As though living by one interpretation of a popular local aphorism--"a person who lives in a foreign place should not question the things she [or he] sees, but upon returning home may criticize and comment all she wants"--these children generally waited until their parents were away to dance and party to their hearts' content. The aphorism had many meanings, but one interpretation was that children were essentially foreigners in parents' homes. When parents came home, children's personal items went away, and children were deferential toward adult authority. In parents' absence, it was possible, however, to do and say practically anything.

It was then, in those hours after school and before dinner, and before these children's parents came home, that the "boom box" came out of the locked cupboard, and Bobbie Brown, Black Box, and Michael Jackson tapes were played over and over again, often to the whine of straining batteries. The doors were flung open-- windows too--so that neighboring friends might hear and join the party. To me, these were familiar signs of adolescent culture, flirtations with freedom and innocent rebellion. In fact, I welcomed this time in the late afternoon when I could loosely connect with the songs and scenario. The children told me to "make myself at home" (jisikia nyumbani), but the neighbors-- adults and other youth in the community--had mixed opinions about the afternoon brouhaha.

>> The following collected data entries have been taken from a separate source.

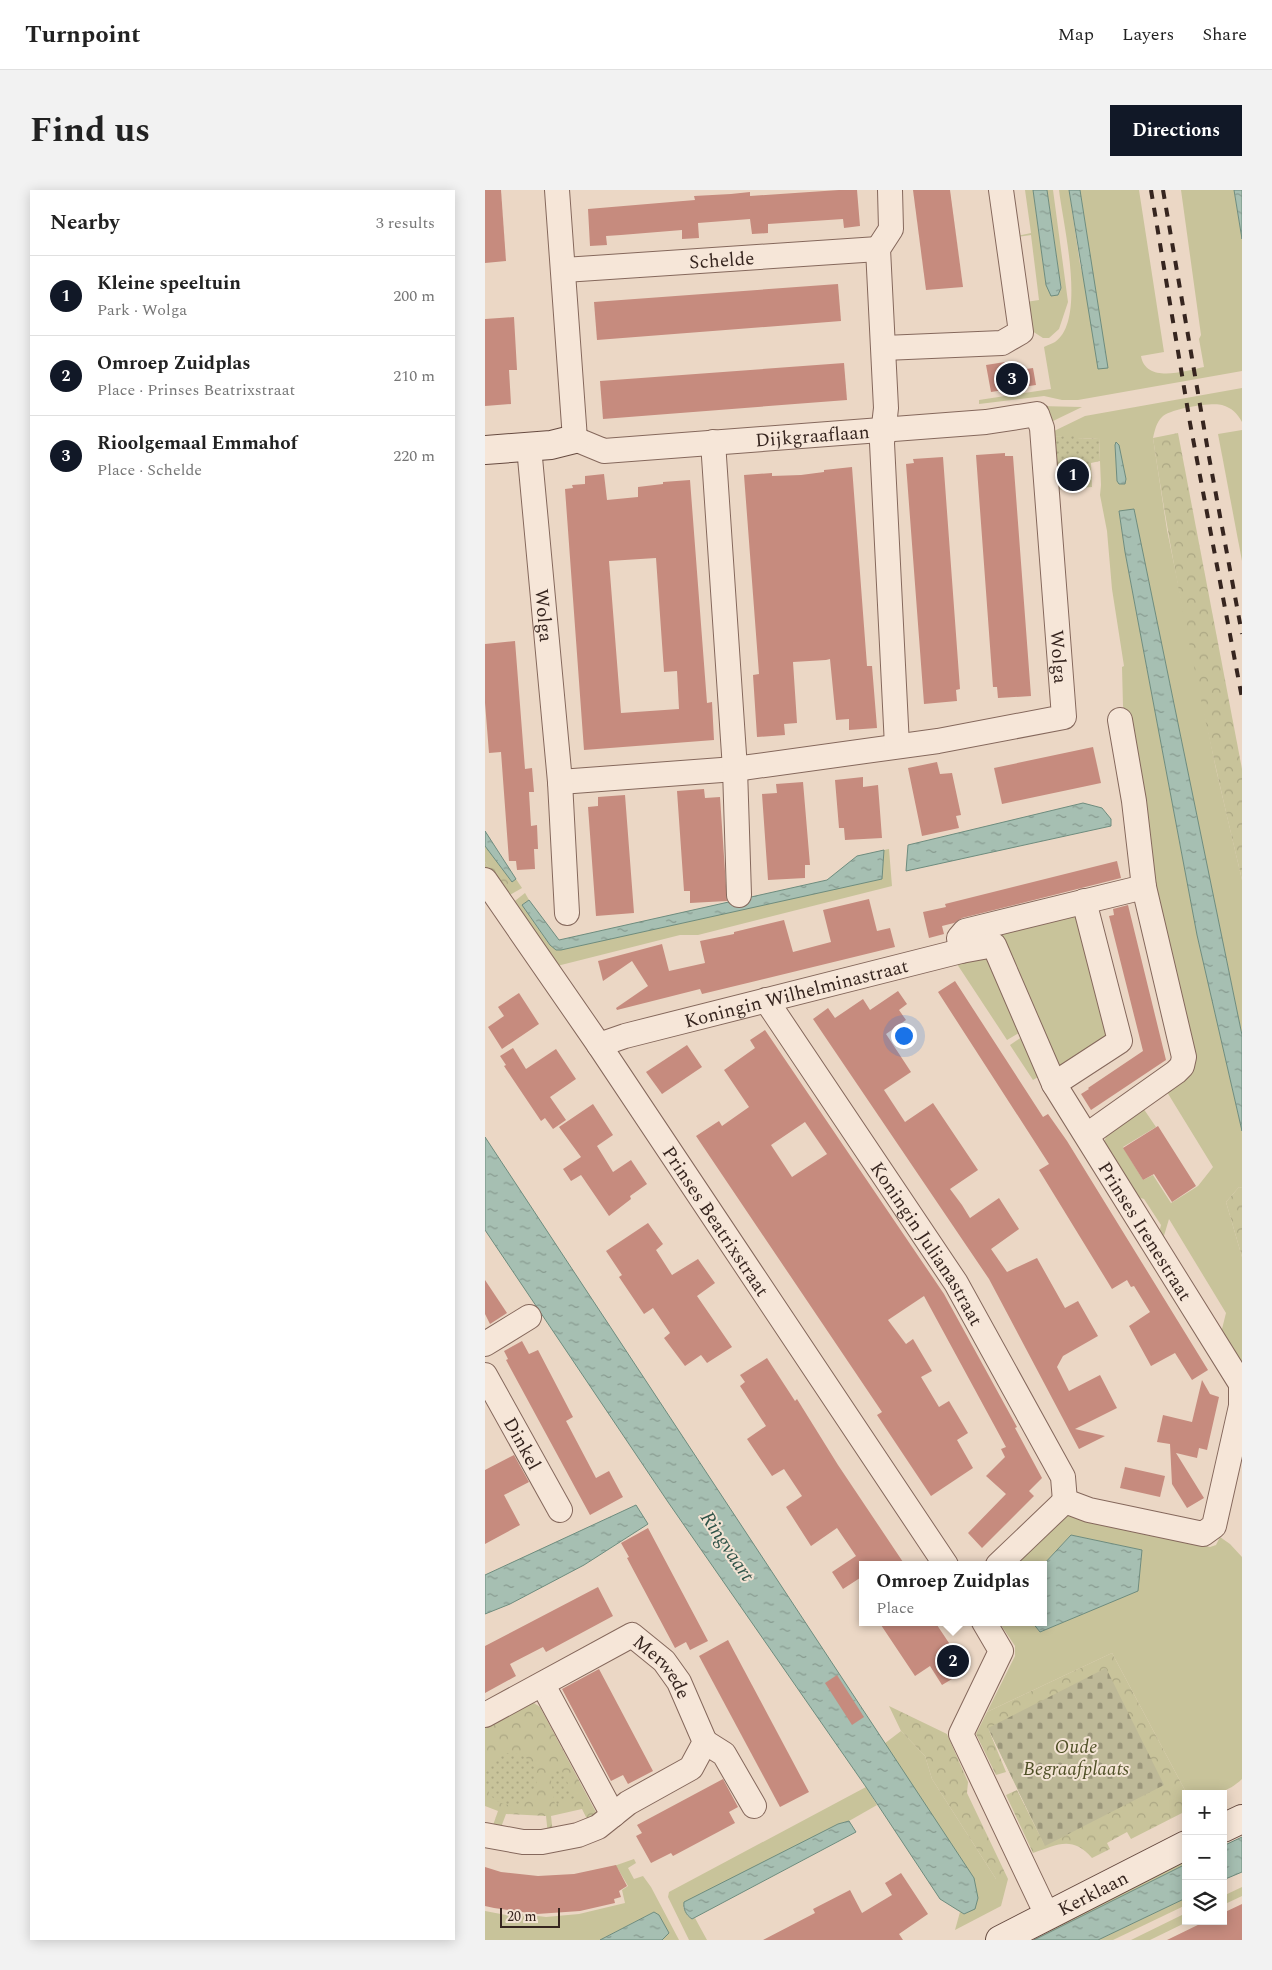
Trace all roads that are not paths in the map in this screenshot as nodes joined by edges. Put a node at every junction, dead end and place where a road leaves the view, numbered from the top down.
1 (557, 190) edge
2 (890, 190) edge
3 (1001, 190) edge
4 (878, 249) junction
5 (564, 270) junction
6 (884, 348) junction
7 (1042, 428) joint
8 (884, 430) junction
9 (575, 439) junction
10 (713, 442) junction
11 (529, 447) junction
12 (485, 450) edge
13 (1120, 720) dead end
14 (897, 746) junction
15 (735, 768) junction
16 (560, 782) junction
17 (485, 880) edge
18 (1143, 887) junction
19 (739, 896) dead end
20 (1084, 901) junction
21 (567, 913) dead end
22 (994, 945) joint
23 (961, 951) junction
24 (766, 1000) junction
25 (599, 1045) junction
26 (1054, 1084) junction
27 (1087, 1136) junction
28 (529, 1317) dead end
29 (485, 1344) edge
30 (485, 1375) edge
31 (1065, 1501) junction
32 (561, 1510) dead end
33 (943, 1561) edge
34 (1002, 1561) edge
35 (986, 1626) edge
36 (543, 1684) junction
37 (485, 1715) edge
38 (705, 1742) junction
39 (754, 1806) dead end
40 (613, 1815) junction
41 (1242, 1819) edge
42 (1227, 1826) edge
43 (485, 1835) edge
44 (1182, 1847) edge
45 (1047, 1915) junction
46 (1000, 1940) edge

1 - 5 street
2 - 4 street
3 - 6 street
4 - 5 street, Schelde
4 - 6 street
5 - 9 street
6 - 8 street
7 - 8 street, Dijkgraaflaan
7 - 14 street, Wolga
8 - 10 street, Dijkgraaflaan
8 - 14 street
9 - 10 street, Dijkgraaflaan
9 - 11 street
10 - 15 street
11 - 12 street
11 - 16 street, Wolga
13 - 18 street
14 - 15 street, Wolga
15 - 16 street, Wolga
15 - 19 street
16 - 21 street, Wolga
17 - 25 street, Prinses Beatrixstraat
18 - 20 street
18 - 27 street
20 - 23 street
20 - 26 street
22 - 23 street, Koningin Wilhelminastraat
22 - 26 street, Prinses Irenestraat
23 - 24 street, Koningin Wilhelminastraat
24 - 25 street, Koningin Wilhelminastraat
24 - 31 street, Koningin Julianastraat
25 - 33 street, Prinses Beatrixstraat
26 - 27 street, Prinses Irenestraat
27 - 31 street, Prinses Irenestraat
28 - 29 street
30 - 32 street, Dinkel
31 - 34 street
35 - 45 street
36 - 37 street, Merwede
36 - 38 street, Merwede
36 - 40 street
38 - 39 street, Merwede
38 - 40 street
40 - 43 street
41 - 42 street
44 - 45 street, Kerklaan
45 - 46 street, Kerklaan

Mama Lucky, who lived catty-corner from the Mbasas and who had married one of Mr. Kawyu's father's brother's sons, loosely endorsed the afternoon release, calling it "what educated youth do these days." She said she was rather amused by the chaotic dancing when she came one day to collect her daughter, Lucky. Lucky was one of the more quiet Form 2 students but a ready participant in this "disco" culture. The neighborhood boy who lived across the road said he too was intrigued by the students' loud music. Like a fraction--about 5 percent--of the children in the area, he had quit school at Standard IV and spent most of his days farming and tending to livestock. He never joined the celebrations inside the house but instead hung around the main road and watched.

Education as threat

Less appreciative, Bwana Mafue, an itinerant worker, scoffed at the music when he came to the door looking for Baba Elimbora. Muttering that such dancing and loudness was disrespectful, and that these girls were behaving inappropriately, he attributed the "nonsense" (ujinga) to Western education (elimu ya kizungu) and condemned schools for ruining African women. …

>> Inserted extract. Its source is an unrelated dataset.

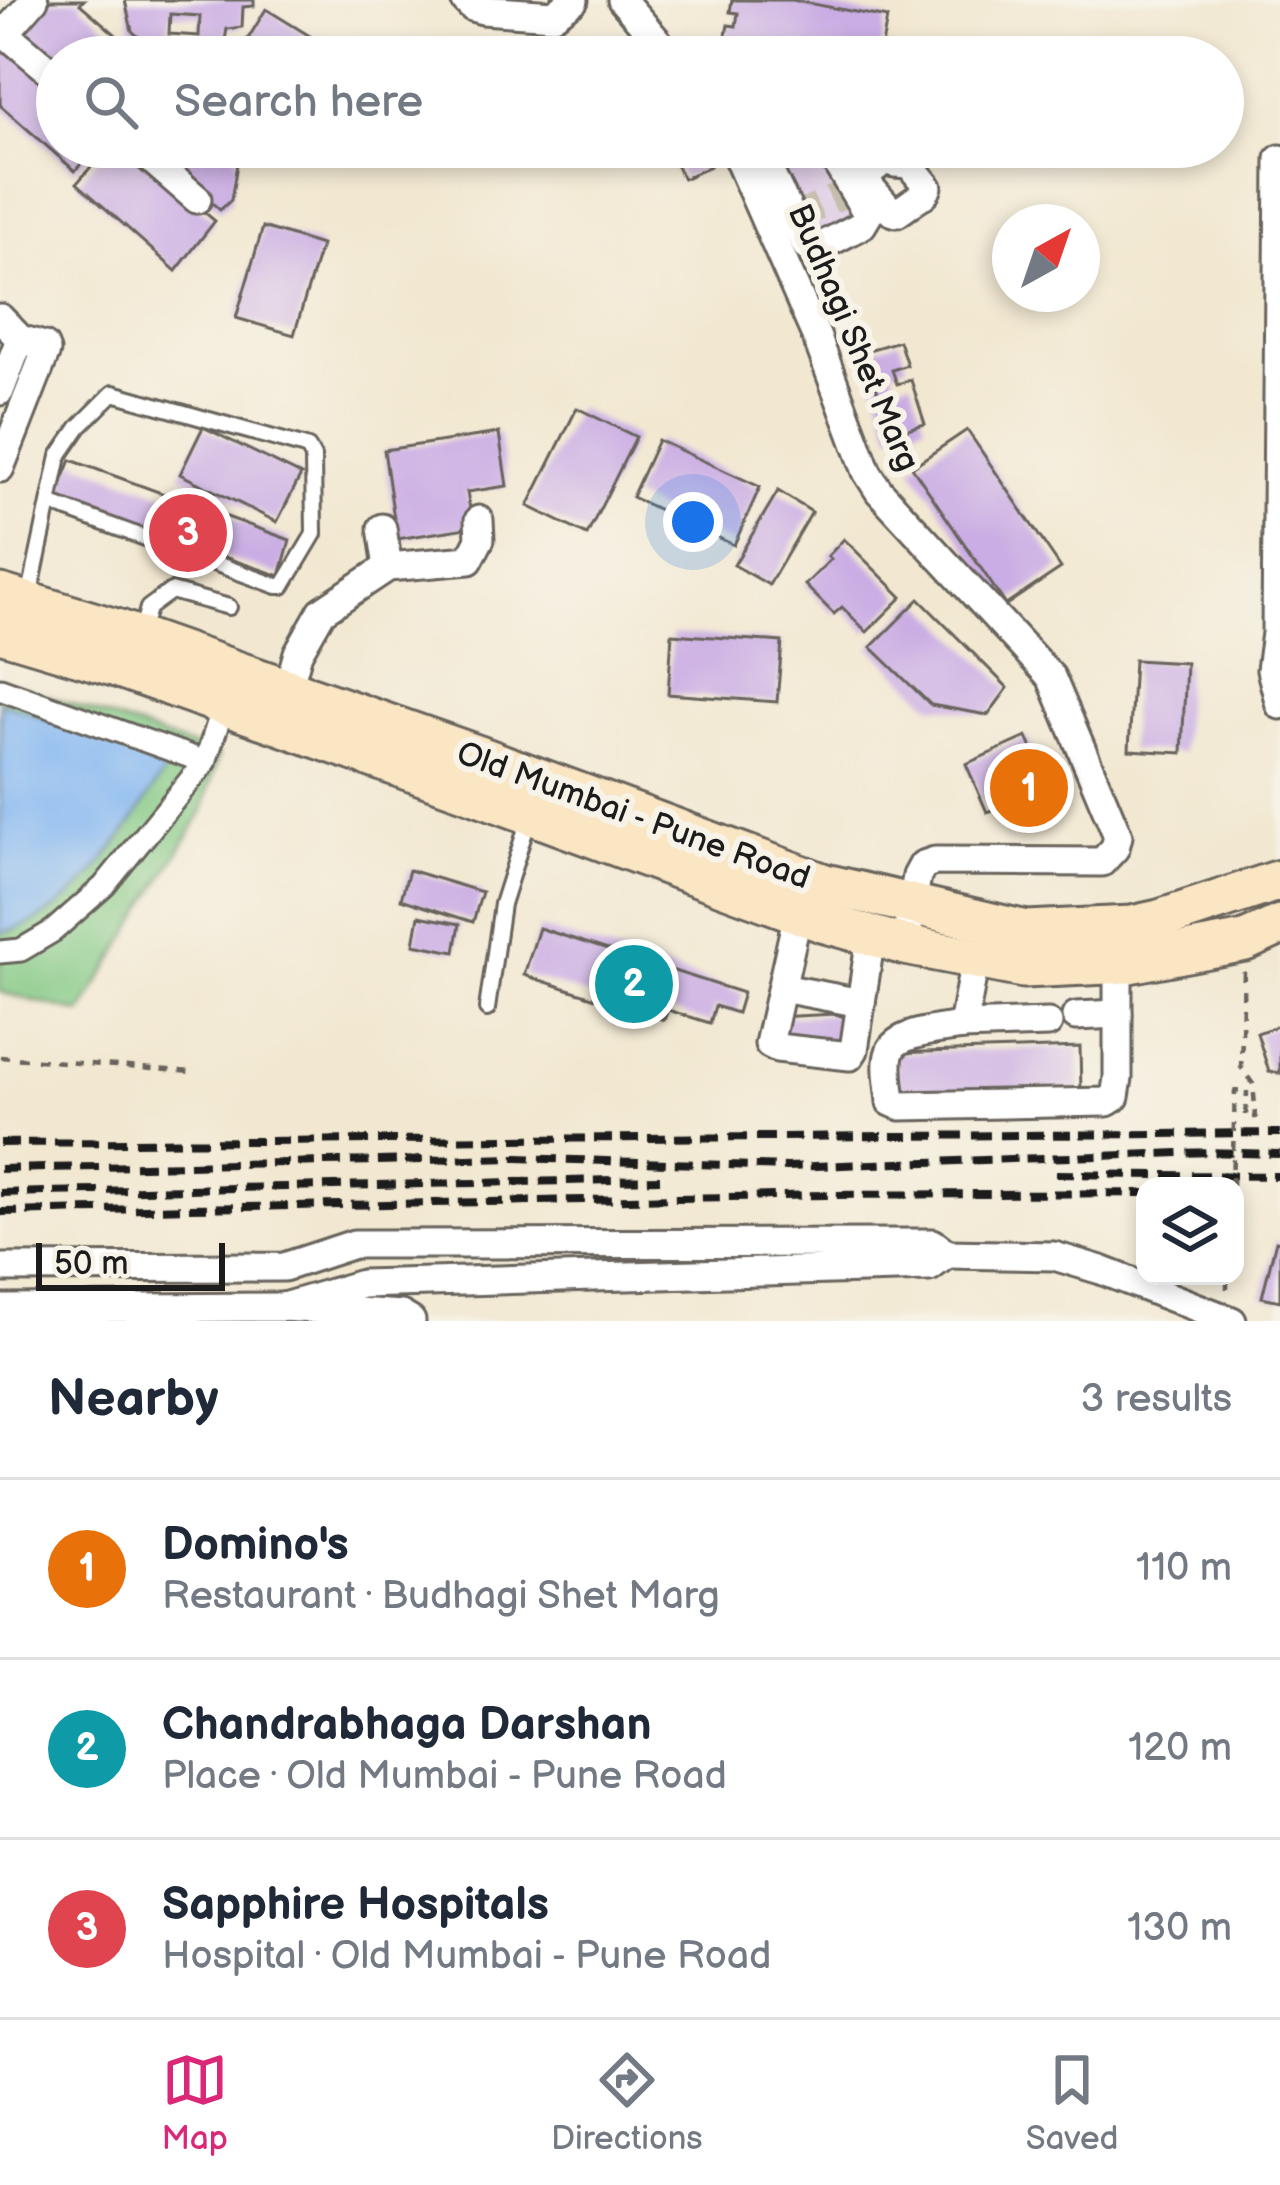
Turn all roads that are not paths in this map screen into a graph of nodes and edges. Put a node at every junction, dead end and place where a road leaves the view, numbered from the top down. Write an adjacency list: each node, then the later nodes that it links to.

The rest of this article is only available to active members of Questia

Sign up now for a free, 1-day trial and receive full access to:

  • Questia's entire collection
  • Automatic bibliography creation
  • More helpful research tools like notes, citations, and highlights
  • Ad-free environment

Already a member? Log in now.

Notes for this article

Add a new note
If you are trying to select text to create highlights or citations, remember that you must now click or tap on the first word, and then click or tap on the last word.
One moment ...
Default project is now your active project.
Project items

Items saved from this article

This article has been saved
Highlights (0)
Some of your highlights are legacy items.

Highlights saved before July 30, 2012 will not be displayed on their respective source pages.

You can easily re-create the highlights by opening the book page or article, selecting the text, and clicking “Highlight.”

Citations (0)
Some of your citations are legacy items.

Any citation created before July 30, 2012 will labeled as a “Cited page.” New citations will be saved as cited passages, pages or articles.

We also added the ability to view new citations from your projects or the book or article where you created them.

Notes (0)
Bookmarks (0)

You have no saved items from this article

Project items include:
  • Saved book/article
  • Highlights
  • Quotes/citations
  • Notes
  • Bookmarks
Notes
Cite this article

Cited article

Style
Citations are available only to our active members.
Sign up now to cite pages or passages in MLA, APA and Chicago citation styles.

(Einhorn, 1992, p. 25)

(Einhorn 25)

1

1. Lois J. Einhorn, Abraham Lincoln, the Orator: Penetrating the Lincoln Legend (Westport, CT: Greenwood Press, 1992), 25, http://www.questia.com/read/27419298.

Cited article

In a Foreign Place - Secondary Education in Tanzania
Settings

Settings

Typeface
Text size Smaller Larger Reset View mode
Search within

Search within this article

Look up

Look up a word

  • Dictionary
  • Thesaurus
Please submit a word or phrase above.
Print this page

Print this page

Why can't I print more than one page at a time?

Full screen

matching results for page

Cited passage

Style
Citations are available only to our active members.
Sign up now to cite pages or passages in MLA, APA and Chicago citation styles.

"Portraying himself as an honest, ordinary person helped Lincoln identify with his audiences." (Einhorn, 1992, p. 25).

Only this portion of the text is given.